Requirement ▸
Take each line of the data that contains the string "PLYMOUTH" and copy it.

Exercise material ▸
Content starts
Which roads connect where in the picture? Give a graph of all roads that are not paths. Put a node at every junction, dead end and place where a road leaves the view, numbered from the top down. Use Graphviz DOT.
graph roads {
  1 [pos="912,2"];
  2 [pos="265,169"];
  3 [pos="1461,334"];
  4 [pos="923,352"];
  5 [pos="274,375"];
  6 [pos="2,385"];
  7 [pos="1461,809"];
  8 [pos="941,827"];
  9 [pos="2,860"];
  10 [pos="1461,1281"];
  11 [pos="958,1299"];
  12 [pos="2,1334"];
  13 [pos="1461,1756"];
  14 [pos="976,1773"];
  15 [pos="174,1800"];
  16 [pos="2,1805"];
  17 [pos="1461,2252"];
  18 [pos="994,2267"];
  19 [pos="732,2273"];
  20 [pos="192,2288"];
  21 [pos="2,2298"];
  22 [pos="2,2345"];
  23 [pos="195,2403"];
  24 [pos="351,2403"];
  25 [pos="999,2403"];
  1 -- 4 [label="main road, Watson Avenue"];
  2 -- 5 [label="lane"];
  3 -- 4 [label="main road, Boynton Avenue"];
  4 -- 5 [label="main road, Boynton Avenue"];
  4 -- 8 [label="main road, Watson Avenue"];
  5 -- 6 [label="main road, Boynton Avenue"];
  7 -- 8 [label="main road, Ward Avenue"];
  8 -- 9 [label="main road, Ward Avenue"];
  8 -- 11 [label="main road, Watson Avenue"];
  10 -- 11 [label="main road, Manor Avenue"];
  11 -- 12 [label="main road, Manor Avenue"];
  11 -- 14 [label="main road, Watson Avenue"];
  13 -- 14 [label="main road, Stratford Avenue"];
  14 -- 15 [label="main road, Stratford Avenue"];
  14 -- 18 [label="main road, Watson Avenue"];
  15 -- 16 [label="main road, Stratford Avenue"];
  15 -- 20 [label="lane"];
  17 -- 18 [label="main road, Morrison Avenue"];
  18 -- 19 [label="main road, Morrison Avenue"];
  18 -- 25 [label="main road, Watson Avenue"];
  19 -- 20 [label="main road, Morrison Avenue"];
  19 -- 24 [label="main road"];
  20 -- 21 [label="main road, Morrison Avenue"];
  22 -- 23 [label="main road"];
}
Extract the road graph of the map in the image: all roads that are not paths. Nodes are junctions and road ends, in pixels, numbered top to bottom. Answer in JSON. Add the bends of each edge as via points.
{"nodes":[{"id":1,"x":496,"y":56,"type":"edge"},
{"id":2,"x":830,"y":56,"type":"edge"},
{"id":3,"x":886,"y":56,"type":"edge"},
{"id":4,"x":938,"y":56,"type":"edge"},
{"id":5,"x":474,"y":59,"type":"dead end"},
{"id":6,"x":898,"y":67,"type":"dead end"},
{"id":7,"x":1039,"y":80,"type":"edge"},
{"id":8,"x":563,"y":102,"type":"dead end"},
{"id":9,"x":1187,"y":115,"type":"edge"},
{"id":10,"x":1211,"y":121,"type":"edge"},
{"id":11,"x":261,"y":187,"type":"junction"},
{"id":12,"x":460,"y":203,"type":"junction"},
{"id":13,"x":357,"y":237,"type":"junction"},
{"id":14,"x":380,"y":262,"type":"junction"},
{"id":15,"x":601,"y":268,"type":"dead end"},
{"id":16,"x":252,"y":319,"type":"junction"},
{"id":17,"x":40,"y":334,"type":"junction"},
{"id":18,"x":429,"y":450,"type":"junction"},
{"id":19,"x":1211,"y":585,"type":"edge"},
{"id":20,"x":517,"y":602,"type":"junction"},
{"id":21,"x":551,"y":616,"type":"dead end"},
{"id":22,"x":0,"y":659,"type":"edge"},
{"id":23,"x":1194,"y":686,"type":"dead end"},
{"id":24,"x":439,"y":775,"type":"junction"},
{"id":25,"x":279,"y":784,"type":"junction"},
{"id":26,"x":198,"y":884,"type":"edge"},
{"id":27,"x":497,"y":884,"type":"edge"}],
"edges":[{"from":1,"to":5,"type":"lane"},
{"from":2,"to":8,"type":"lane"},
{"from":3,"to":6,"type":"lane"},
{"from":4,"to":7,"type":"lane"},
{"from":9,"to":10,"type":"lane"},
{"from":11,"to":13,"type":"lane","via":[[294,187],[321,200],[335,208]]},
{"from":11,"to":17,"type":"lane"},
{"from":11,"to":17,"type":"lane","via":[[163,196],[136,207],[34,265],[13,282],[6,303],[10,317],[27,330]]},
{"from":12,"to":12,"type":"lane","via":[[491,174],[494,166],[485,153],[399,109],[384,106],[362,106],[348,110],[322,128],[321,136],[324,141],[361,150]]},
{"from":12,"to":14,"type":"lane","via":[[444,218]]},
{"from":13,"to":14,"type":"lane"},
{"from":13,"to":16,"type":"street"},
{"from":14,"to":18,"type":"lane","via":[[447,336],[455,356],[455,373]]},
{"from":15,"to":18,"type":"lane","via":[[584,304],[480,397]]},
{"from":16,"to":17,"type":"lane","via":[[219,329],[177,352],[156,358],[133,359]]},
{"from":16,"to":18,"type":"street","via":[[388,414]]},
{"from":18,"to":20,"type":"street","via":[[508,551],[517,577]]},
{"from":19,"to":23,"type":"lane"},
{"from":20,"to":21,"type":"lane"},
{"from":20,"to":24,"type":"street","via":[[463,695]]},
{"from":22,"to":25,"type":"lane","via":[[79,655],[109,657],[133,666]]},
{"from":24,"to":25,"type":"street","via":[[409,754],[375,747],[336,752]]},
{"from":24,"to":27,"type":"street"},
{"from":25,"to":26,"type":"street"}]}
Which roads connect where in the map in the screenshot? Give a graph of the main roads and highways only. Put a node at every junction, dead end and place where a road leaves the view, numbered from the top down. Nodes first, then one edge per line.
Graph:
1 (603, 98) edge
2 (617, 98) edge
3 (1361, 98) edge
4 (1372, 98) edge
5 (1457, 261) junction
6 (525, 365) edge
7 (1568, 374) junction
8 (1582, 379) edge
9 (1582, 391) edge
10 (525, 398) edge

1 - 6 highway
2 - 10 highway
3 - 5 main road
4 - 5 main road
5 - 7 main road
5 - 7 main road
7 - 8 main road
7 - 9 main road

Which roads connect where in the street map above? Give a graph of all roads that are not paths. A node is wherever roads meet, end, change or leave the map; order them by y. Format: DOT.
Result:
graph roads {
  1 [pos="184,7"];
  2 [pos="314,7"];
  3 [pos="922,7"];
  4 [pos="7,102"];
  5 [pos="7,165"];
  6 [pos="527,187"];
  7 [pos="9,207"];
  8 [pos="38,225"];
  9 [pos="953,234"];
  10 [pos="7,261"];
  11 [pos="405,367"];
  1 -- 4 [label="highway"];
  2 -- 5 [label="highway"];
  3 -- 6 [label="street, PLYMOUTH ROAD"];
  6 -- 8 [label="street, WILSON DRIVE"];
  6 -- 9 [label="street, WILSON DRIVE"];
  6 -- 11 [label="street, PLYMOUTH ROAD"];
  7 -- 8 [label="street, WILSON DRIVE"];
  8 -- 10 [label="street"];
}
Content ends
Written response ▸
  3 -- 6 [label="street, PLYMOUTH ROAD"];
  6 -- 11 [label="street, PLYMOUTH ROAD"];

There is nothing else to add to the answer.